---------- Data extract ----------

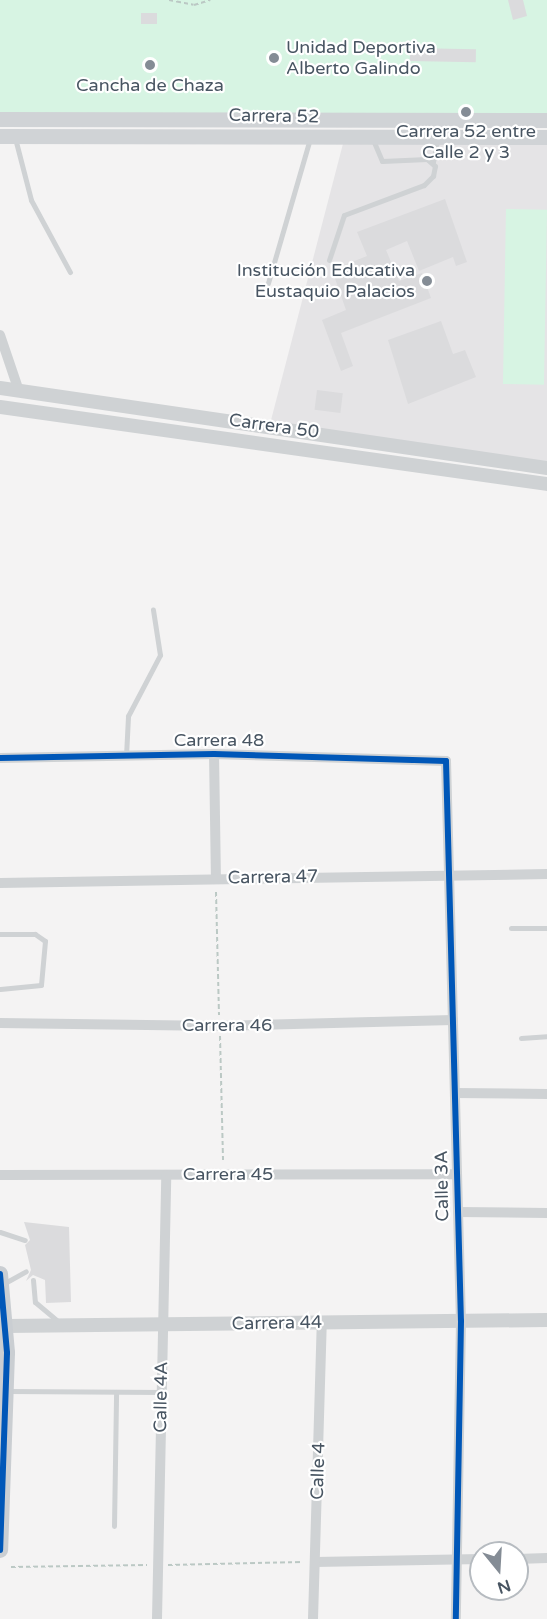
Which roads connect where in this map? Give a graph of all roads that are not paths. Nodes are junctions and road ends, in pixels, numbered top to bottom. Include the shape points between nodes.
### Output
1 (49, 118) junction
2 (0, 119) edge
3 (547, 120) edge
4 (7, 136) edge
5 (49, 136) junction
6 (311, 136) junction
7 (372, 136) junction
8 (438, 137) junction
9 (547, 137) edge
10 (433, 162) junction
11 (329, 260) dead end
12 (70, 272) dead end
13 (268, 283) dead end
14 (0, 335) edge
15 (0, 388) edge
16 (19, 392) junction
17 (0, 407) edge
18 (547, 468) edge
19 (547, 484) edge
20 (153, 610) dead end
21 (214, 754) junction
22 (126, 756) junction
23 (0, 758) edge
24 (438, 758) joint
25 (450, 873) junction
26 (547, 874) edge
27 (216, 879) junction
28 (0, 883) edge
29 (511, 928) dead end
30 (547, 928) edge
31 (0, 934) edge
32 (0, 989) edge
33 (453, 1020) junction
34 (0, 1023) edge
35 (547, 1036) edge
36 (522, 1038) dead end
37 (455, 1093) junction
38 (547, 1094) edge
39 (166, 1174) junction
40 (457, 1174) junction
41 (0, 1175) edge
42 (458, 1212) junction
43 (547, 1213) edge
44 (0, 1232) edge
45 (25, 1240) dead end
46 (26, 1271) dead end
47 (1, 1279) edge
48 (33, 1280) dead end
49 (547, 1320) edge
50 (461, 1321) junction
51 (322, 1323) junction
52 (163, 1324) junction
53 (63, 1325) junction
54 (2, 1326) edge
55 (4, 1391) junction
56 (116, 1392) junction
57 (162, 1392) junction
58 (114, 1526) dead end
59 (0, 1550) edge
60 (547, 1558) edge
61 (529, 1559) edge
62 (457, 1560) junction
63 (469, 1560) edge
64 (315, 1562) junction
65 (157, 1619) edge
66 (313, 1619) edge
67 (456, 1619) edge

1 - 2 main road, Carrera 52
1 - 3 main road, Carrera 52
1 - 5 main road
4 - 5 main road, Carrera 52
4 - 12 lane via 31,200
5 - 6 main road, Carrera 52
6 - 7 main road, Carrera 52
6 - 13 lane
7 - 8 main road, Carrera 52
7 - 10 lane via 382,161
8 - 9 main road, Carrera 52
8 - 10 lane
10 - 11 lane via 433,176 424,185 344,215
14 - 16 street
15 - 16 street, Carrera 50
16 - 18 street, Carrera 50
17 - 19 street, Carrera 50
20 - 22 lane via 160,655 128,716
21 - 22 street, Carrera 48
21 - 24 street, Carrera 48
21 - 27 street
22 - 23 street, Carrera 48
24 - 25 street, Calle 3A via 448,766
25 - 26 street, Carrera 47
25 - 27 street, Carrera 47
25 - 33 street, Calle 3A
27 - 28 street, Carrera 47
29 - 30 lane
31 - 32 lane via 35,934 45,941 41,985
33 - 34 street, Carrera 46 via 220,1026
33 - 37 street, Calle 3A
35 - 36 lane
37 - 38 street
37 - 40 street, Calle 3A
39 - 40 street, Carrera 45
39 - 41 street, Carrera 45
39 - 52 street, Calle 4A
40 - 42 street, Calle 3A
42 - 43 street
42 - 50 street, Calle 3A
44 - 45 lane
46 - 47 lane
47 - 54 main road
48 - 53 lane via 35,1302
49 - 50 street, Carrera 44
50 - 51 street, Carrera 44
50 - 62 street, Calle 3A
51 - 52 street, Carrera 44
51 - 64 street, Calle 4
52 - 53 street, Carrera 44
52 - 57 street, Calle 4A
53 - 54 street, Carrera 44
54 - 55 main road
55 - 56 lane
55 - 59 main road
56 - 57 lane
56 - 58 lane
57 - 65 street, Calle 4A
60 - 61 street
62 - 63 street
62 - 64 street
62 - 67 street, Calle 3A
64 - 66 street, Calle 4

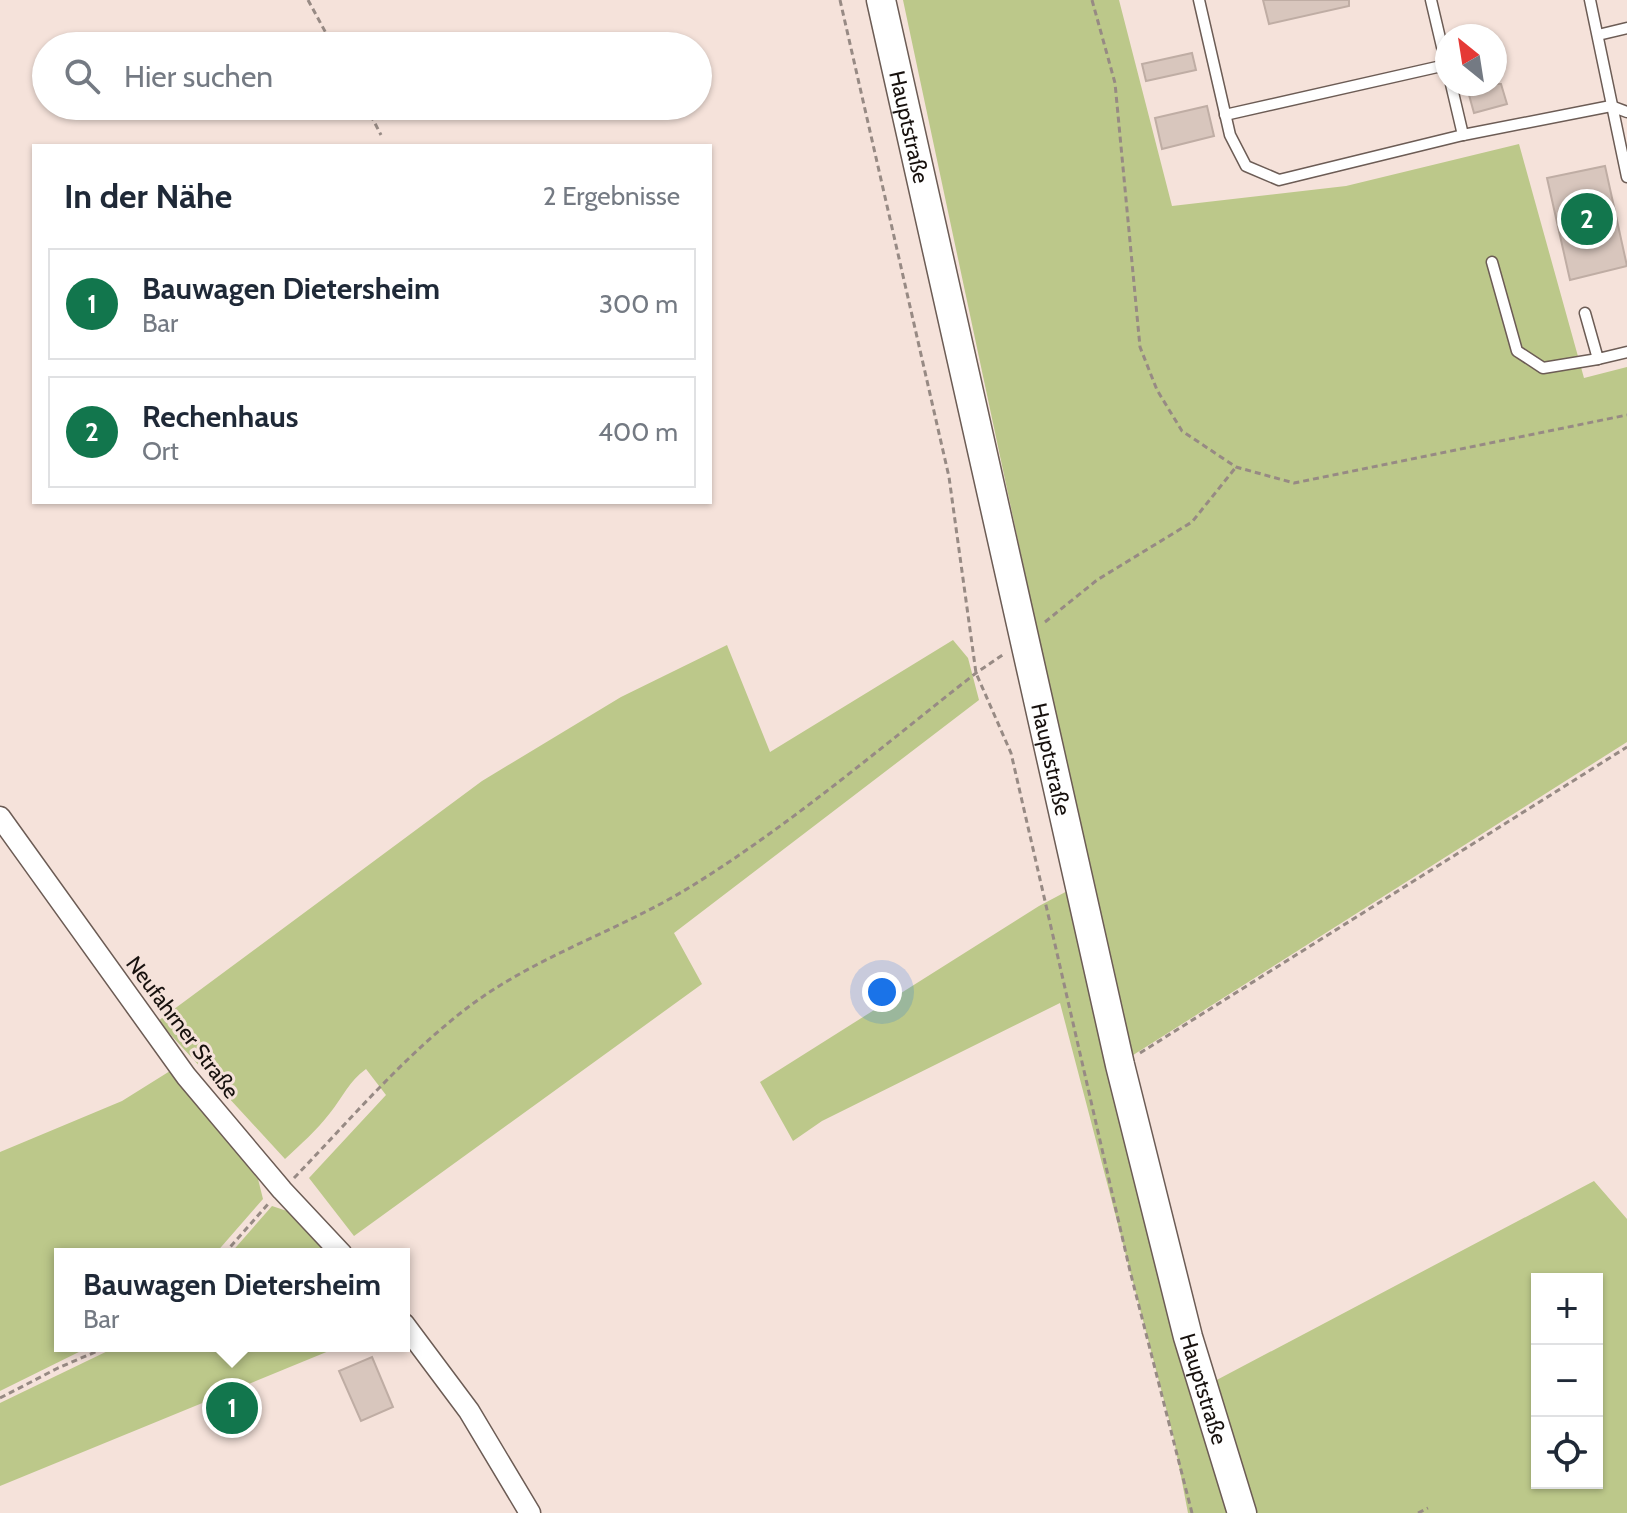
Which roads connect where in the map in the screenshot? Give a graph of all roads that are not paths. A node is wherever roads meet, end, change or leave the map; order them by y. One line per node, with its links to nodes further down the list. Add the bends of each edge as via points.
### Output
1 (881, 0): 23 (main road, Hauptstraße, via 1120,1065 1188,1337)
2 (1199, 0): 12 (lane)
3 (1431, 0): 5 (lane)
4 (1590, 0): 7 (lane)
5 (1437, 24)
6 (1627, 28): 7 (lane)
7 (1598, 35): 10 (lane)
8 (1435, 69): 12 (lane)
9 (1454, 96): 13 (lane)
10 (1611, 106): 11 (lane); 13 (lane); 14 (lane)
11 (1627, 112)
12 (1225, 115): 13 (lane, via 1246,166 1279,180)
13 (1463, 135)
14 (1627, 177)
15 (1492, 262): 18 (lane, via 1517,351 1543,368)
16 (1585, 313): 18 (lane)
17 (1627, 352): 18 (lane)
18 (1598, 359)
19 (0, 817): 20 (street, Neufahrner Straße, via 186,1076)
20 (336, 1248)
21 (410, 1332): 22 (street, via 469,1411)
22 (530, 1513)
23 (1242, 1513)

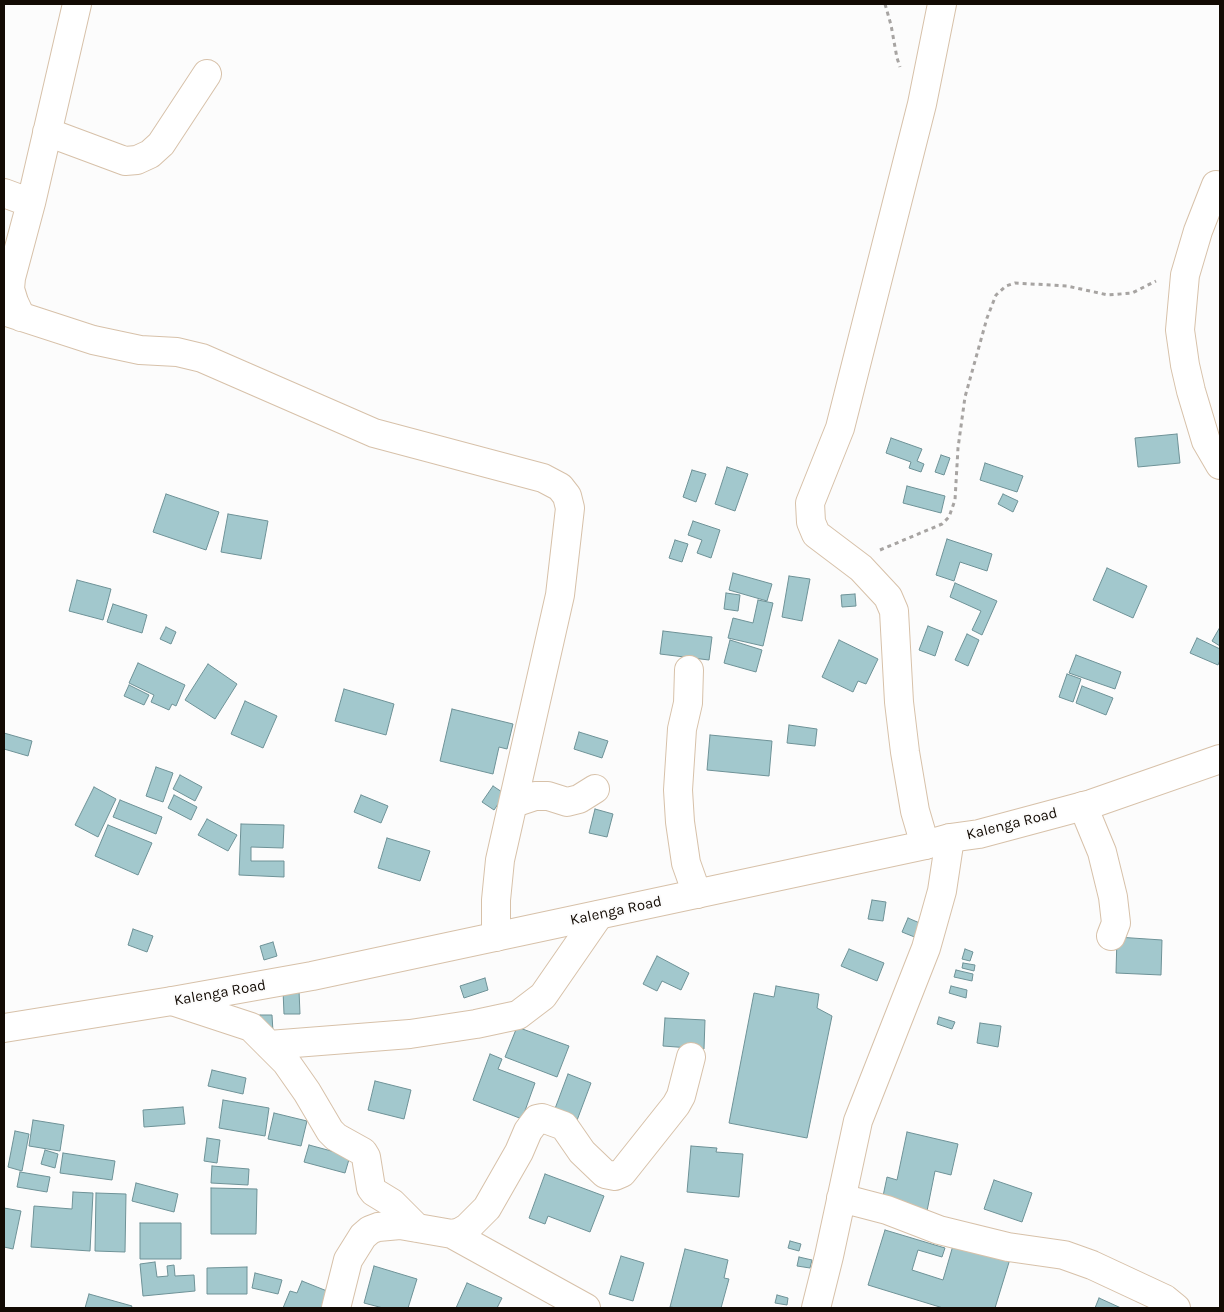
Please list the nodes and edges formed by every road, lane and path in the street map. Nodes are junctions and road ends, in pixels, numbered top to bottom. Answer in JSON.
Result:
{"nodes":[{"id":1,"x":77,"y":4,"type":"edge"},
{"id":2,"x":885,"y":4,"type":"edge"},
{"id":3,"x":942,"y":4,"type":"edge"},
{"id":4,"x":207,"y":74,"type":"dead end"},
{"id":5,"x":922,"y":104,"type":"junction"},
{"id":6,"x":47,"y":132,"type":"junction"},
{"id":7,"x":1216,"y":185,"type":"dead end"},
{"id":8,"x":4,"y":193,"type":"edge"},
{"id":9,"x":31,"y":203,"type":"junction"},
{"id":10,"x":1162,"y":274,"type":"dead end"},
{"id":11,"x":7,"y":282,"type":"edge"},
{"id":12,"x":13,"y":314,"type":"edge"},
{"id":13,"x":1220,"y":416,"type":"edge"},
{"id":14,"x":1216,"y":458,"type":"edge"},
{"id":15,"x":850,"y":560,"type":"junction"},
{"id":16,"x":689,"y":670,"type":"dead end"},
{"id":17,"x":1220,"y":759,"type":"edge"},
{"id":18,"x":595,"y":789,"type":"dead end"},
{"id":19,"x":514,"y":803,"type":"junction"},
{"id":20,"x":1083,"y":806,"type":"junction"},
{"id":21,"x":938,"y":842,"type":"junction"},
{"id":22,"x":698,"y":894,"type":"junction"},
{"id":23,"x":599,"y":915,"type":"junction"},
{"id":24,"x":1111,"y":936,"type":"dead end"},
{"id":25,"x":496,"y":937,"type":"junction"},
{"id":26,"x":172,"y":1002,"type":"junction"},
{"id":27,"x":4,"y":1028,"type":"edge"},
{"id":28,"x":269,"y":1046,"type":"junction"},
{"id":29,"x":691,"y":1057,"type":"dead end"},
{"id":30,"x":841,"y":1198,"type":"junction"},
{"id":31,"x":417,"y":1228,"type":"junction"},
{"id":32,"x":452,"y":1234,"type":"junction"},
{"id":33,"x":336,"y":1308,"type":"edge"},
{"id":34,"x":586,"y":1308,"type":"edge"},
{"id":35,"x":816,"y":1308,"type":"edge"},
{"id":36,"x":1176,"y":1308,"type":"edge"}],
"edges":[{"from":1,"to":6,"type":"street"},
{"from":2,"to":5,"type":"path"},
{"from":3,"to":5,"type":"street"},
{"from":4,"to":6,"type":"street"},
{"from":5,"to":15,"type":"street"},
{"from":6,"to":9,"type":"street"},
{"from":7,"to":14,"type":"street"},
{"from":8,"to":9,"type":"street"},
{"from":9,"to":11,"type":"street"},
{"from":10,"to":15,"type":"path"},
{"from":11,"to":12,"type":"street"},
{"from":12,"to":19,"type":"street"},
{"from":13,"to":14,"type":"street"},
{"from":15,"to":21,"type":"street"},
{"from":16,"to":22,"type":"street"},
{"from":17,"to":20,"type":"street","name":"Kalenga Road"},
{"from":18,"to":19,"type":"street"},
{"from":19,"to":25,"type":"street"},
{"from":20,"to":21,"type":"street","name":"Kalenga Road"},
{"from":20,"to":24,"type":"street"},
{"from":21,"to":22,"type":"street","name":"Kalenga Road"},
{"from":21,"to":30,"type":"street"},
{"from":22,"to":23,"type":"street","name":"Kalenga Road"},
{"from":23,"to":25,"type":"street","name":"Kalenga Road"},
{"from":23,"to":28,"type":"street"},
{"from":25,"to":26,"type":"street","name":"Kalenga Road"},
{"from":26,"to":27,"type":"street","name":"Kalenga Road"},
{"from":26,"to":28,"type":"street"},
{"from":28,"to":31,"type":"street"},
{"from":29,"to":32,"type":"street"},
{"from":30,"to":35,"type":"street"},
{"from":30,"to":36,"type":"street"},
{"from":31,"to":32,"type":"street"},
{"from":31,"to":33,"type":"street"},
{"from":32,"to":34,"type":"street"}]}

----------

What is needed is an exact copy of only the lines above from the one with "Which roads connect where in the" to the one with "Please list the", both kept, with every picture left out.

▸ Completed task:
Which roads connect where in the map in the screenshot? Give a graph of all roads that are not paths. A node is wherever roads meet, end, change or leave the map; order them by y. One line per node, with its links to nodes further down the list. Add the bends of each edge as via points.
### Output
1 (881, 0): 23 (main road, Hauptstraße, via 1120,1065 1188,1337)
2 (1199, 0): 12 (lane)
3 (1431, 0): 5 (lane)
4 (1590, 0): 7 (lane)
5 (1437, 24)
6 (1627, 28): 7 (lane)
7 (1598, 35): 10 (lane)
8 (1435, 69): 12 (lane)
9 (1454, 96): 13 (lane)
10 (1611, 106): 11 (lane); 13 (lane); 14 (lane)
11 (1627, 112)
12 (1225, 115): 13 (lane, via 1246,166 1279,180)
13 (1463, 135)
14 (1627, 177)
15 (1492, 262): 18 (lane, via 1517,351 1543,368)
16 (1585, 313): 18 (lane)
17 (1627, 352): 18 (lane)
18 (1598, 359)
19 (0, 817): 20 (street, Neufahrner Straße, via 186,1076)
20 (336, 1248)
21 (410, 1332): 22 (street, via 469,1411)
22 (530, 1513)
23 (1242, 1513)

Please list the nodes and edges formed by every road, lane and path in the street map. Nodes are junctions and road ends, in pixels, numbered top to bottom. Answer in JSON.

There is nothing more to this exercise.